Exercise: Copy out, from the data below, each line in which the word "Number" occurs.

Dataset entries:
┏━━

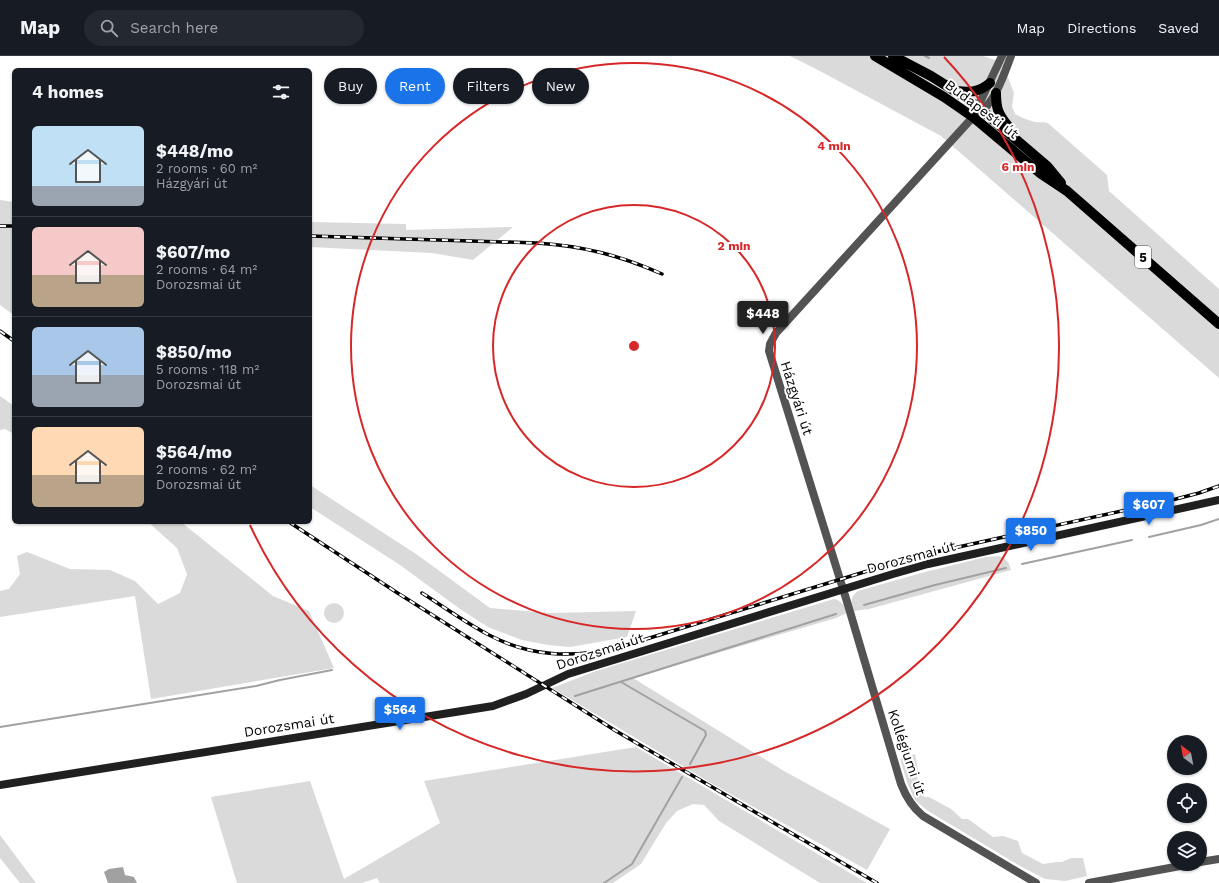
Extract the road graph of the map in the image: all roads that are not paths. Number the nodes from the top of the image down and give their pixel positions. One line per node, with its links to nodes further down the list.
1 (874, 56): 9 (main road, Budapesti út / 5)
2 (893, 56): 6 (main road, Budapesti út / 5)
3 (1002, 56): 5 (street)
4 (1011, 56): 7 (street)
5 (990, 83): 6 (main road); 8 (street)
6 (955, 91): 8 (main road, Budapesti út / 5)
7 (996, 93): 8 (street); 10 (main road)
8 (980, 109): 9 (street, Házgyári út); 10 (main road, Budapesti út / 5)
9 (972, 117): 11 (main road, Budapesti út / 5); 16 (street, Házgyári út)
10 (1018, 140): 11 (main road, Budapesti út / 5)
11 (1067, 191): 12 (main road, Budapesti út / 5)
12 (1219, 324)
13 (1219, 495): 15 (main road, Dorozsmai út)
14 (1219, 500): 15 (main road, Dorozsmai út)
15 (1201, 504): 16 (main road, Dorozsmai út)
16 (843, 589): 17 (main road, Dorozsmai út); 21 (street, Kollégiumi út)
17 (0, 784)
18 (1219, 859): 19 (street)
19 (1207, 861)
20 (1167, 868): 22 (street)
21 (1036, 883)
22 (1089, 883)

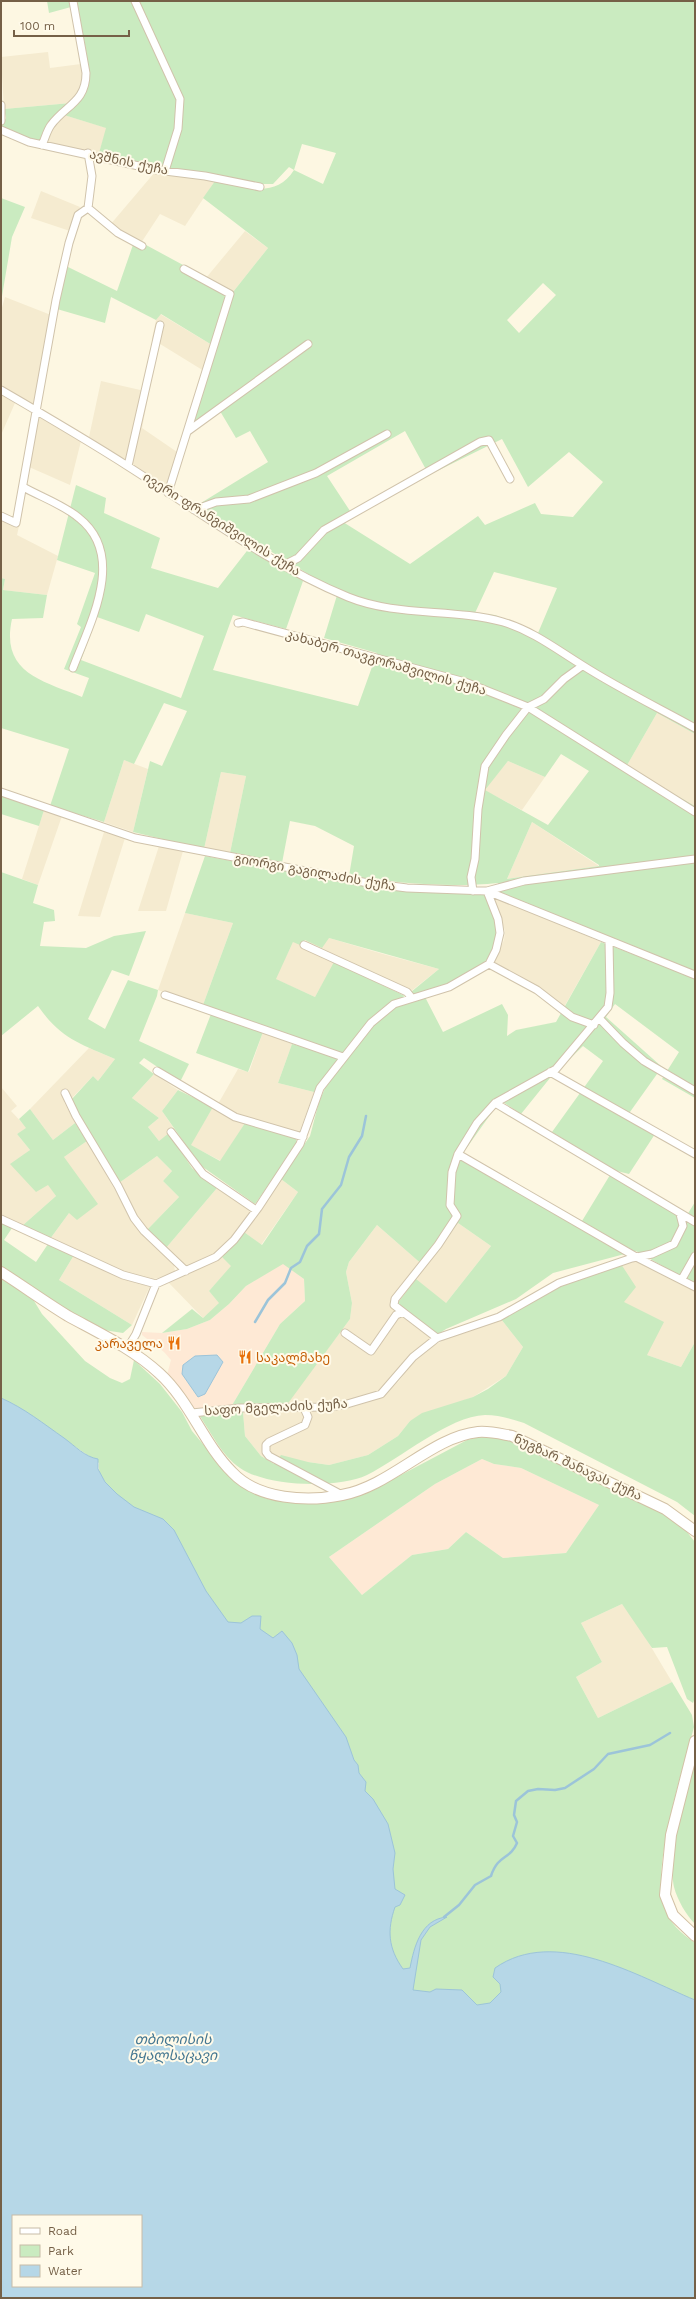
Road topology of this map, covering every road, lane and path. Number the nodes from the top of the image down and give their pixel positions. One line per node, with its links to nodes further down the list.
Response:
1 (73, 1): 6 (street)
2 (135, 1): 8 (street)
3 (1, 105): 4 (street)
4 (1, 121)
5 (1, 130): 6 (street, ავშნის ქუჩა)
6 (42, 145): 7 (street, ავშნის ქუჩა)
7 (88, 154): 8 (street, ავშნის ქუჩა); 10 (street)
8 (165, 171): 9 (street, ავშნის ქუჩა)
9 (260, 187)
10 (88, 208): 11 (street); 16 (street)
11 (142, 246)
12 (184, 268): 17 (street)
13 (160, 325): 19 (street)
14 (308, 344): 17 (street)
15 (1, 390): 16 (street, ივერი ფრანგიშვილის ქუჩა)
16 (36, 410): 19 (street, ივერი ფრანგიშვილის ქუჩა); 21 (street)
17 (187, 431): 22 (street)
18 (387, 434): 23 (street)
19 (128, 466): 22 (street, ივერი ფრანგიშვილის ქუჩა)
20 (510, 479): 25 (street)
21 (23, 488): 24 (street); 28 (street)
22 (168, 493): 23 (street, ივერი ფრანგიშვილის ქუჩა)
23 (194, 510): 25 (street, ივერი ფრანგიშვილის ქუჩა)
24 (1, 516)
25 (284, 565): 27 (street, ივერი ფრანგიშვილის ქუჩა)
26 (238, 623): 29 (street, კახაბერ თავგორაშვილის ქუჩა)
27 (582, 666): 29 (street); 30 (street, ივერი ფრანგიშვილის ქუჩა)
28 (73, 668)
29 (528, 707): 32 (street, კახაბერ თავგორაშვილის ქუჩა); 34 (street)
30 (695, 728)
31 (1, 792): 34 (street, გიორგი გაგილაძის ქუჩა)
32 (695, 812)
33 (695, 859): 35 (street)
34 (473, 890): 35 (street, გიორგი გაგილაძის ქუჩა)
35 (487, 891): 36 (street, გიორგი გაგილაძის ქუჩა); 38 (street)
36 (609, 941): 39 (street, გიორგი გაგილაძის ქუჩა); 42 (street)
37 (304, 945): 41 (street)
38 (489, 964): 41 (street); 43 (street)
39 (695, 975)
40 (165, 995): 44 (street)
41 (411, 997): 44 (street)
42 (599, 1018): 43 (street); 47 (street)
43 (594, 1025): 46 (street)
44 (344, 1057): 51 (street)
45 (157, 1071): 51 (street)
46 (550, 1072): 49 (street); 53 (street)
47 (695, 1091)
48 (66, 1093): 60 (street)
49 (495, 1103): 52 (street); 55 (street)
50 (172, 1132): 54 (street)
51 (303, 1137): 54 (street)
52 (458, 1154): 59 (street); 65 (street)
53 (695, 1154)
54 (256, 1210): 60 (street)
55 (680, 1214): 57 (street); 59 (street, საფო მგელაძის ქუჩა)
56 (1, 1219): 63 (street)
57 (695, 1222)
58 (695, 1256): 62 (street)
59 (638, 1258): 62 (street); 67 (street, საფო მგელაძის ქუჩა)
60 (186, 1271): 63 (street)
61 (1, 1272): 68 (main road, ნუგზარ შანავას ქუჩა)
62 (682, 1279): 64 (street)
63 (156, 1284): 68 (street)
64 (695, 1287)
65 (403, 1312): 66 (street); 67 (street)
66 (345, 1333)
67 (437, 1338): 69 (street, საფო მგელაძის ქუჩა)
68 (126, 1349): 70 (main road, ნუგზარ შანავას ქუჩა)
69 (304, 1408): 70 (street, საფო მგელაძის ქუჩა); 71 (street)
70 (192, 1413): 71 (main road, ნუგზარ შანავას ქუჩა)
71 (342, 1495): 72 (main road, ნუგზარ შანავას ქუჩა)
72 (695, 1531)
73 (695, 1741): 74 (main road)
74 (695, 1936)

┗━━

Written response:
Extract the road graph of the map in the image: all roads that are not paths. Number the nodes from the top of the image down and give their pixel positions. One line per node, with its links to nodes further down the list.
Road topology of this map, covering every road, lane and path. Number the nodes from the top of the image down and give their pixel positions. One line per node, with its links to nodes further down the list.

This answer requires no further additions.